Task brief: Scan the records below for the line with "ctx.show_text(s)" and the line with "if min(w, h)". Repeat those two lines and every line between them exactly, and nothing else.

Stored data
----
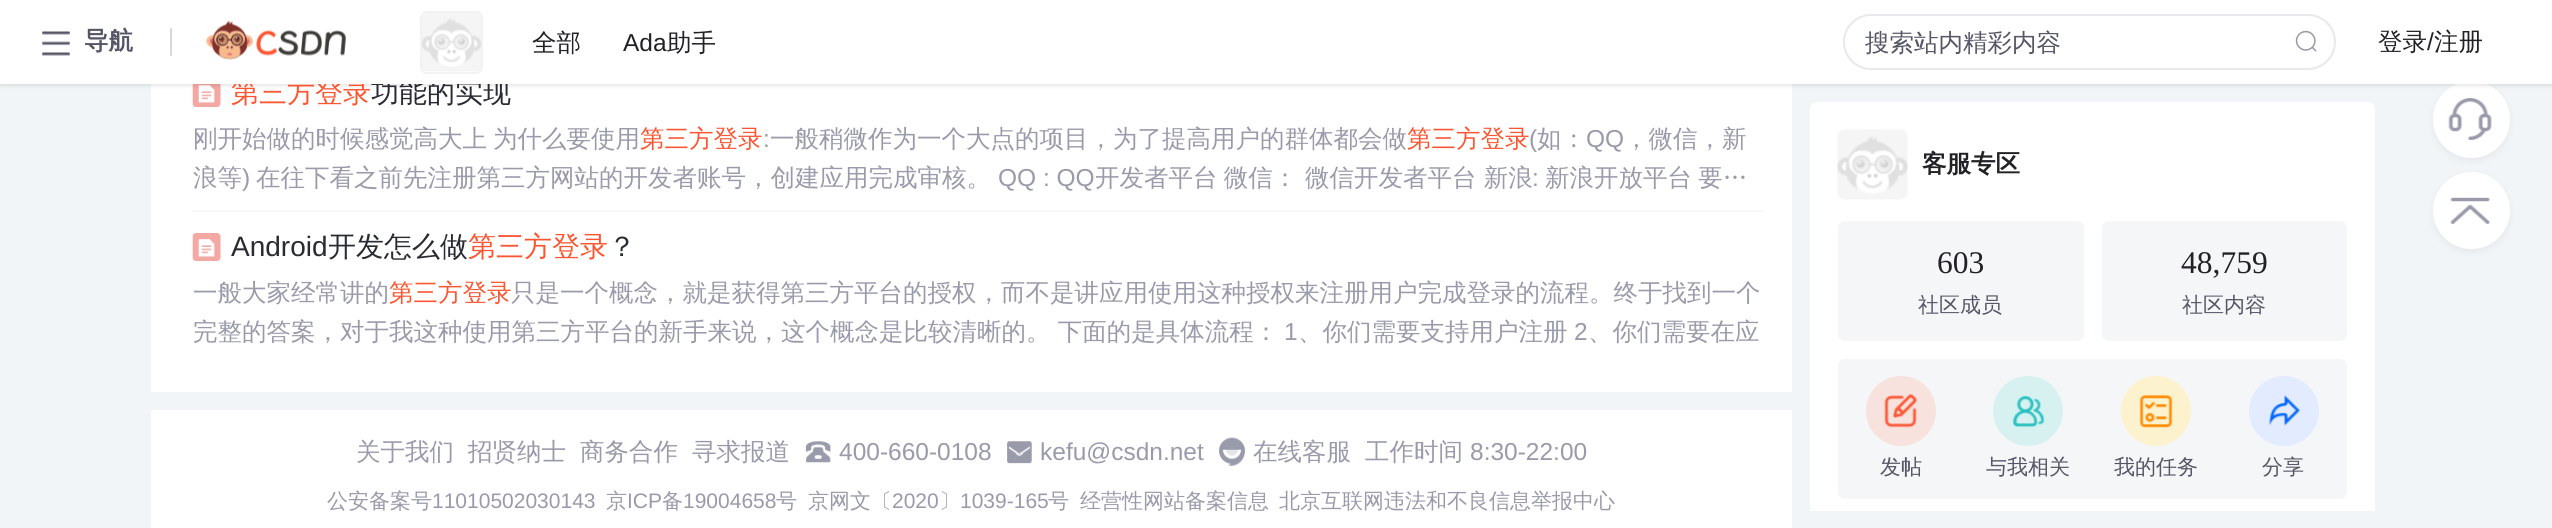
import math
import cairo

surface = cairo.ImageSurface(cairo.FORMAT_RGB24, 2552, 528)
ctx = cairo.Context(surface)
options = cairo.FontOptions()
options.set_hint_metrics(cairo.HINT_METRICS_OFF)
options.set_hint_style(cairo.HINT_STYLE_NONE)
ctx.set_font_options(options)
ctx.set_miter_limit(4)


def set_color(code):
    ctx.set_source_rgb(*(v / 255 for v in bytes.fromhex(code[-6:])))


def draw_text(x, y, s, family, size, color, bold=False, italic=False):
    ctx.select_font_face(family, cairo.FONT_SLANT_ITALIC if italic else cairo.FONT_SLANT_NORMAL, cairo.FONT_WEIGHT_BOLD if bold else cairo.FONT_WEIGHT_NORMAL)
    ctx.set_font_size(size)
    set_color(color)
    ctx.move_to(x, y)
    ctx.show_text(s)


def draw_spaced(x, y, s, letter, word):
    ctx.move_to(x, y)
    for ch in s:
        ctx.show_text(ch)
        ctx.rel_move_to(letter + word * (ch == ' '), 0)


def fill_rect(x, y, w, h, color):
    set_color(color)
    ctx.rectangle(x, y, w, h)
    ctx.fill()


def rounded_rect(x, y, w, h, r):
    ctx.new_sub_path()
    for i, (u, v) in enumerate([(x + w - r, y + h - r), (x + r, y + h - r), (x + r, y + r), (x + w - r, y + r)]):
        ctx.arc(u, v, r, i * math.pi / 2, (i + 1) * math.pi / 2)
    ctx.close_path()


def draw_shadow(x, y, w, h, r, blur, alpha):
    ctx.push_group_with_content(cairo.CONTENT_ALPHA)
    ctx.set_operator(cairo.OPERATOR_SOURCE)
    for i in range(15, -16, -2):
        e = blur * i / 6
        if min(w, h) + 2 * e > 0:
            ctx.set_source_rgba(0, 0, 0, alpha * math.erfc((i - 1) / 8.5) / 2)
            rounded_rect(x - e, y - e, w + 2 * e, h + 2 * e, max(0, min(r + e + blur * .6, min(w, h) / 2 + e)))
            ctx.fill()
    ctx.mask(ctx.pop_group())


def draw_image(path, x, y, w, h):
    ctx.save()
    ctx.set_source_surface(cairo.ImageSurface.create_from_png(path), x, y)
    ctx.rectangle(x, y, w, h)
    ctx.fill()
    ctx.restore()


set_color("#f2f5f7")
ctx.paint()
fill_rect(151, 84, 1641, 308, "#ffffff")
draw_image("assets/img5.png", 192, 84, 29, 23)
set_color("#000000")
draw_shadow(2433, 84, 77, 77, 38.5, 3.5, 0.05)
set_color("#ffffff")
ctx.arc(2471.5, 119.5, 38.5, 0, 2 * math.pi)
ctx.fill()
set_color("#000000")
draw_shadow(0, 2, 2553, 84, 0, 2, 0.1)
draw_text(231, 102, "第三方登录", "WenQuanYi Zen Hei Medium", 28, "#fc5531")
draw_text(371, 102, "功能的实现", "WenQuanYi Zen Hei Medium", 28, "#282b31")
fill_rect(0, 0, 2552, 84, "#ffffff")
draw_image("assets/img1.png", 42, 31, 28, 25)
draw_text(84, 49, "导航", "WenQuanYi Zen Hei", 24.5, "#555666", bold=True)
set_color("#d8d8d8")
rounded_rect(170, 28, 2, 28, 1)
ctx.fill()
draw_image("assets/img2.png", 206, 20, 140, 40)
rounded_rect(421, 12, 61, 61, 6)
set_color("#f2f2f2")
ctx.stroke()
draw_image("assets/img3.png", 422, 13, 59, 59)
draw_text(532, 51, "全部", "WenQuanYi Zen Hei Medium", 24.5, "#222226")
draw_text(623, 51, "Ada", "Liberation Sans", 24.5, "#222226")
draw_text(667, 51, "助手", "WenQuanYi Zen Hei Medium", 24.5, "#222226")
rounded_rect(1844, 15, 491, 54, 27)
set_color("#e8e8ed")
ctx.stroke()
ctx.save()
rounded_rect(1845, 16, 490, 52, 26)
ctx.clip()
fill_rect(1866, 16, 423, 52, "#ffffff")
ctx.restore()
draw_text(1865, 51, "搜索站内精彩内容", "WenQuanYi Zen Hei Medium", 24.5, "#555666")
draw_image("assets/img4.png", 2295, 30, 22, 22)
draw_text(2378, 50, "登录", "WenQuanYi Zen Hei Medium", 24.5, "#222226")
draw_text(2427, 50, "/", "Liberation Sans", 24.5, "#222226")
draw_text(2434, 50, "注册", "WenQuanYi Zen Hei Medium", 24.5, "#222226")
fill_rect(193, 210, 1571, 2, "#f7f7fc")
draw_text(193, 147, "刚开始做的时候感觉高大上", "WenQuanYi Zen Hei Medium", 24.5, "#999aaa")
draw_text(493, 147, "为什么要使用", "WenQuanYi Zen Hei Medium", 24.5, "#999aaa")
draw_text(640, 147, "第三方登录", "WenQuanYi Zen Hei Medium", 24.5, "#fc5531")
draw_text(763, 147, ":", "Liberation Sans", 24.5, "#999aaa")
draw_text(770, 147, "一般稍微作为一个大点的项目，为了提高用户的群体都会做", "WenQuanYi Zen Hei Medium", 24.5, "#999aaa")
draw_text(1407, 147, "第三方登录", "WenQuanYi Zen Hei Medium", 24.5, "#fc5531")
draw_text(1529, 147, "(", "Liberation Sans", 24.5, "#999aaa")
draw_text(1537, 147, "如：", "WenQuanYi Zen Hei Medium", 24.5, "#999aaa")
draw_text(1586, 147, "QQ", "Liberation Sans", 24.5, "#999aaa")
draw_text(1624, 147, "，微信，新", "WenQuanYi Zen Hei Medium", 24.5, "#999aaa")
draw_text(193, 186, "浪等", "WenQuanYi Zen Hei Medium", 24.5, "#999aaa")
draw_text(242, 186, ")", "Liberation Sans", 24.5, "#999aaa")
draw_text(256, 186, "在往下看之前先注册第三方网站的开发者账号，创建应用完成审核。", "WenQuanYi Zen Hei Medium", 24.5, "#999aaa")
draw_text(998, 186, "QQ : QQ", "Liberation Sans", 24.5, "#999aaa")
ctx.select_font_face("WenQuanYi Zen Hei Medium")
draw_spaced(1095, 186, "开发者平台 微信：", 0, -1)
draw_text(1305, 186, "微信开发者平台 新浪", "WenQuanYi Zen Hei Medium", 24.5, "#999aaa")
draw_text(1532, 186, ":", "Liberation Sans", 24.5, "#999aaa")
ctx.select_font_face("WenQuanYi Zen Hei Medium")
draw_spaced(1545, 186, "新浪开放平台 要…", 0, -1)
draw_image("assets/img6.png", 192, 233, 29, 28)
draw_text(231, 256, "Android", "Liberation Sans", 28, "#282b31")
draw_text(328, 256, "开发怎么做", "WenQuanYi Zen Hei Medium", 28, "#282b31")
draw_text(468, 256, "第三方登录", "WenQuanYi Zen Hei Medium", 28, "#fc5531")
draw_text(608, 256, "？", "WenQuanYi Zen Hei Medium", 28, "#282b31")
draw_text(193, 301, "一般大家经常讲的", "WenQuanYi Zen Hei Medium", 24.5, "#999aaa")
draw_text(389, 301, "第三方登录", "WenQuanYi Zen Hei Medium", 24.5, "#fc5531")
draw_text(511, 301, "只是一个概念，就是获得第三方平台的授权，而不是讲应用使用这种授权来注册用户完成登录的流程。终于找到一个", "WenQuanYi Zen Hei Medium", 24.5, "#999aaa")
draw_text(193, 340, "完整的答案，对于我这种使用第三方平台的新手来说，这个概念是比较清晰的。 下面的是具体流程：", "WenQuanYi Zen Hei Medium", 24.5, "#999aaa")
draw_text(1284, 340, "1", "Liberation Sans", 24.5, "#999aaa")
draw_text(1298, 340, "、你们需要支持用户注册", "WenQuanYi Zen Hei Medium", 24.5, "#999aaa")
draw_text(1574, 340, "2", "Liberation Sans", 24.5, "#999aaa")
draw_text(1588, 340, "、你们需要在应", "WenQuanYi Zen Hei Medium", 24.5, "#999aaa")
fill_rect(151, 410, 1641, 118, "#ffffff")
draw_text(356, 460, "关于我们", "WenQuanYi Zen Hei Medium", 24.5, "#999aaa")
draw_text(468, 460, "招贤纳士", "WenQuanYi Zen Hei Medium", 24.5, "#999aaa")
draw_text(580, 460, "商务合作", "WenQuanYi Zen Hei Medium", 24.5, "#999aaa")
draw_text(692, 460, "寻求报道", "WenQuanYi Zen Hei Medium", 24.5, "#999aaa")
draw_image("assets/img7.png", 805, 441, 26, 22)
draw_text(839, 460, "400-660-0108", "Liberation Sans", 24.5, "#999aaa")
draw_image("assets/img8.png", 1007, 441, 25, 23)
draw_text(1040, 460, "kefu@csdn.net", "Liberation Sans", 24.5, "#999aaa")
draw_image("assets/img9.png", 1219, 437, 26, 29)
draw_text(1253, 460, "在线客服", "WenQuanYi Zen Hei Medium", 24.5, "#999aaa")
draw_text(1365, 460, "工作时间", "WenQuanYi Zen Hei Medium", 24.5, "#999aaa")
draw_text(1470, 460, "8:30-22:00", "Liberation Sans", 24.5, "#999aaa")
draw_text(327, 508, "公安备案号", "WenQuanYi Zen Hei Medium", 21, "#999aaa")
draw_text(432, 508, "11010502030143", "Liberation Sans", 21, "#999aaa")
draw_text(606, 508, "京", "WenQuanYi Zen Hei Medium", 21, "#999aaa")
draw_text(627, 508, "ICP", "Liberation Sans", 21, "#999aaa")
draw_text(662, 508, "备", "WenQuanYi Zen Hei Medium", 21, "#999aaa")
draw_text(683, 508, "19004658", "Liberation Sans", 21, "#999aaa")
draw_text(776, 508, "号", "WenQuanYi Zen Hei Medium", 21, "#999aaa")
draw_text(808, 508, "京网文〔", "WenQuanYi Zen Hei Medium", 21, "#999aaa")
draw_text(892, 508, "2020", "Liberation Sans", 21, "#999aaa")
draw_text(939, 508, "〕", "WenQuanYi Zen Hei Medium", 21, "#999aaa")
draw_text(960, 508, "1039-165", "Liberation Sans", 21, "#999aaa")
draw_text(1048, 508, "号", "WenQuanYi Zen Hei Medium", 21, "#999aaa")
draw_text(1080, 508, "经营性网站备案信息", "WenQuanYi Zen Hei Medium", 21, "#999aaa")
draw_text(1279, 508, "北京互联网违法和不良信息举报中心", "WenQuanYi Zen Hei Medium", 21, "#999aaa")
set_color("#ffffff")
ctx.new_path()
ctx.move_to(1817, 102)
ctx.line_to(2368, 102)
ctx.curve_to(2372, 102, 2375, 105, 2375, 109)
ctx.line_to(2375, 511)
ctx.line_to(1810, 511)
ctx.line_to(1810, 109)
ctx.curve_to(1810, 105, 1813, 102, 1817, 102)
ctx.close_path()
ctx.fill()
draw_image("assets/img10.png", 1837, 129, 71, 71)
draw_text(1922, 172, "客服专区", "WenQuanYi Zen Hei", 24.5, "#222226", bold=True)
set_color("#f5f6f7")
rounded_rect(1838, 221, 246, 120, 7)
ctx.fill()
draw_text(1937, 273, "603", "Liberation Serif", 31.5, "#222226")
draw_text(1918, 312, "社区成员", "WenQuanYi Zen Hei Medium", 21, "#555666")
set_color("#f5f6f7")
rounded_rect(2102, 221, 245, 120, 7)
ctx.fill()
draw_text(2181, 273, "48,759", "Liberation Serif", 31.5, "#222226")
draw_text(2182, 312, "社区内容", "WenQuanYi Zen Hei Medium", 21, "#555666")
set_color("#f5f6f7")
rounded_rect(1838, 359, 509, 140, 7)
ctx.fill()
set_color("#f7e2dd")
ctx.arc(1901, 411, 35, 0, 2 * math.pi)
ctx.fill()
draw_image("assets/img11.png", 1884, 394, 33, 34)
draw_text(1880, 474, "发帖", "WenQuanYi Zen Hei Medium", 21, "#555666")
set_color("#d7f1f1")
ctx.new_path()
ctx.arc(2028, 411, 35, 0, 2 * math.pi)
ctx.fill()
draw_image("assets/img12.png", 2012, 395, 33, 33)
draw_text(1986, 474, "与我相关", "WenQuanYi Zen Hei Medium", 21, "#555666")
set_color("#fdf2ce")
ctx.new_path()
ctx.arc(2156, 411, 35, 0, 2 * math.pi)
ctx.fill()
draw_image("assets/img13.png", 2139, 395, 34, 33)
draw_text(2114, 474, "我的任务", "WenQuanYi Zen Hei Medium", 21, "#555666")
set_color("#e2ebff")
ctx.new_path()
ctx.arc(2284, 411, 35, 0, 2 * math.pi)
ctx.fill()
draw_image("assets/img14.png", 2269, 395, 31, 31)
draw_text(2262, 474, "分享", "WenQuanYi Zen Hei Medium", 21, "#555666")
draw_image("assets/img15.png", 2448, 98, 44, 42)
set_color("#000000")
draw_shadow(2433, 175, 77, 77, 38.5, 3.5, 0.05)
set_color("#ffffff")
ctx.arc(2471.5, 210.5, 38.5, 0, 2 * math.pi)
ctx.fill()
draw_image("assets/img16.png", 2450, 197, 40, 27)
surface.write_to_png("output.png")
----
Result of this task:
    ctx.show_text(s)


def draw_spaced(x, y, s, letter, word):
    ctx.move_to(x, y)
    for ch in s:
        ctx.show_text(ch)
        ctx.rel_move_to(letter + word * (ch == ' '), 0)


def fill_rect(x, y, w, h, color):
    set_color(color)
    ctx.rectangle(x, y, w, h)
    ctx.fill()


def rounded_rect(x, y, w, h, r):
    ctx.new_sub_path()
    for i, (u, v) in enumerate([(x + w - r, y + h - r), (x + r, y + h - r), (x + r, y + r), (x + w - r, y + r)]):
        ctx.arc(u, v, r, i * math.pi / 2, (i + 1) * math.pi / 2)
    ctx.close_path()


def draw_shadow(x, y, w, h, r, blur, alpha):
    ctx.push_group_with_content(cairo.CONTENT_ALPHA)
    ctx.set_operator(cairo.OPERATOR_SOURCE)
    for i in range(15, -16, -2):
        e = blur * i / 6
        if min(w, h) + 2 * e > 0:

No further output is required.